Last year, you hosted the first White House Maker Faire and challenged “every company, every college, every community, every citizen [to] join us as we lift up makers and builders and doers across the country.” We couldn’t agree more. We must ensure that all of our children have access to these opportunities. We need an “all hands on deck” effort from school leaders, teachers, parents, skilled volunteers, companies, and more – to broaden participation in making, tinkering and inventing. As school administrators – superintendents, heads of school, district leaders, principals, and others – we want to do our part to make the most of these opportunities.
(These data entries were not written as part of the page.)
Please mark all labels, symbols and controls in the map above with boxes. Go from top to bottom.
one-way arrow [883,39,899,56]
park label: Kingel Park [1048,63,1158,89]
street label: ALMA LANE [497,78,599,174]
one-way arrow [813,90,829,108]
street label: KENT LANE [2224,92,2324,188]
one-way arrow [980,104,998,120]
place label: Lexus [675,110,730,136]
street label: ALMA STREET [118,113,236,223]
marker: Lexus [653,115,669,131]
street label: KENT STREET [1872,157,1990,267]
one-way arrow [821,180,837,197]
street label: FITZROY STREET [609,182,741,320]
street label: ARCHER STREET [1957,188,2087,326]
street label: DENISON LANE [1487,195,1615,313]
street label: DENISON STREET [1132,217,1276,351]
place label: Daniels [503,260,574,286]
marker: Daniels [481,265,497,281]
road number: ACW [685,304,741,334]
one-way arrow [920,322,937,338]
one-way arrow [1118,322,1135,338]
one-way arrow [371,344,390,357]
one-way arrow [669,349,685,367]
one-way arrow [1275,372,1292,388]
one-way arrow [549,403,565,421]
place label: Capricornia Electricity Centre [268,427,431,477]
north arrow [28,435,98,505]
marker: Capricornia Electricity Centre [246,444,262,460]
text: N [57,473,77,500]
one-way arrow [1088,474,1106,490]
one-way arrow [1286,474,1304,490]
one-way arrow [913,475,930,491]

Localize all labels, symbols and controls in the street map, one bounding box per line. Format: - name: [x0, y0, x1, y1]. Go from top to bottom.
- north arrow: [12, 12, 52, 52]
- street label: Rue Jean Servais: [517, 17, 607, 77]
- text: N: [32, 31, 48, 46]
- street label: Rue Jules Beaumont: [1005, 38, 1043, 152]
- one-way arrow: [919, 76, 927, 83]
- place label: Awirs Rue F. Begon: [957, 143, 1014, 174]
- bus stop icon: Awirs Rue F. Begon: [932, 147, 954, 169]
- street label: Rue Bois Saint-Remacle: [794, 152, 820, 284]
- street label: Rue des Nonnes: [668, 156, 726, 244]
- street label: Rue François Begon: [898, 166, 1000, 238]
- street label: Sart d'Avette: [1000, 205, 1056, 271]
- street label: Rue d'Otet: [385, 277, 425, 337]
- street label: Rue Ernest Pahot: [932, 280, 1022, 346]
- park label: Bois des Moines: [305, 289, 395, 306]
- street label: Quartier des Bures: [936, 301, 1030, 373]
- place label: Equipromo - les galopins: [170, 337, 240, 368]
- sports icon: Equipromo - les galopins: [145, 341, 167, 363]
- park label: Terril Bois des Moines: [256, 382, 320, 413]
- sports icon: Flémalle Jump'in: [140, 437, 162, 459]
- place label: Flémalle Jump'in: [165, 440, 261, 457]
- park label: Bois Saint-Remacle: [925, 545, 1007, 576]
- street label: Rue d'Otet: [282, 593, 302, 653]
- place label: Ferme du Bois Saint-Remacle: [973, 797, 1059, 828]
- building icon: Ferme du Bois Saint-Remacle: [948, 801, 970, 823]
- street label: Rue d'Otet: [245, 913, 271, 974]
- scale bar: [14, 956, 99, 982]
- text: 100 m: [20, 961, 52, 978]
As the White House prepares to celebrate a Week of Making this year, we are committed to getting started or to continue our efforts by taking the following steps:
• Invest in the creation of and staffing for a dedicated makerspace for use by teachers, students, and the wider community;
• Identify a champion or lead educator at each school who supports all teachers with the integration of making into the curriculum;
• Offer professional development opportunities and follow-up support for teachers in our schools or districts to integrate making into the current curriculum;
• Empower students to do capstone maker projects and showcase the process of their work through activities like School Maker Faires and shared portfolios;
• Develop and implement strategies to engage all learners in making and diversify the pool of future innovators;
• Develop strategies to allow older students to engage in peer mentoring for younger makers; and
• Engage our parents and community members to support these efforts and to create a vibrant maker ecosystem.
Thank you for your leadership. We look forward to working with you and your Administration to make this initiative a huge success.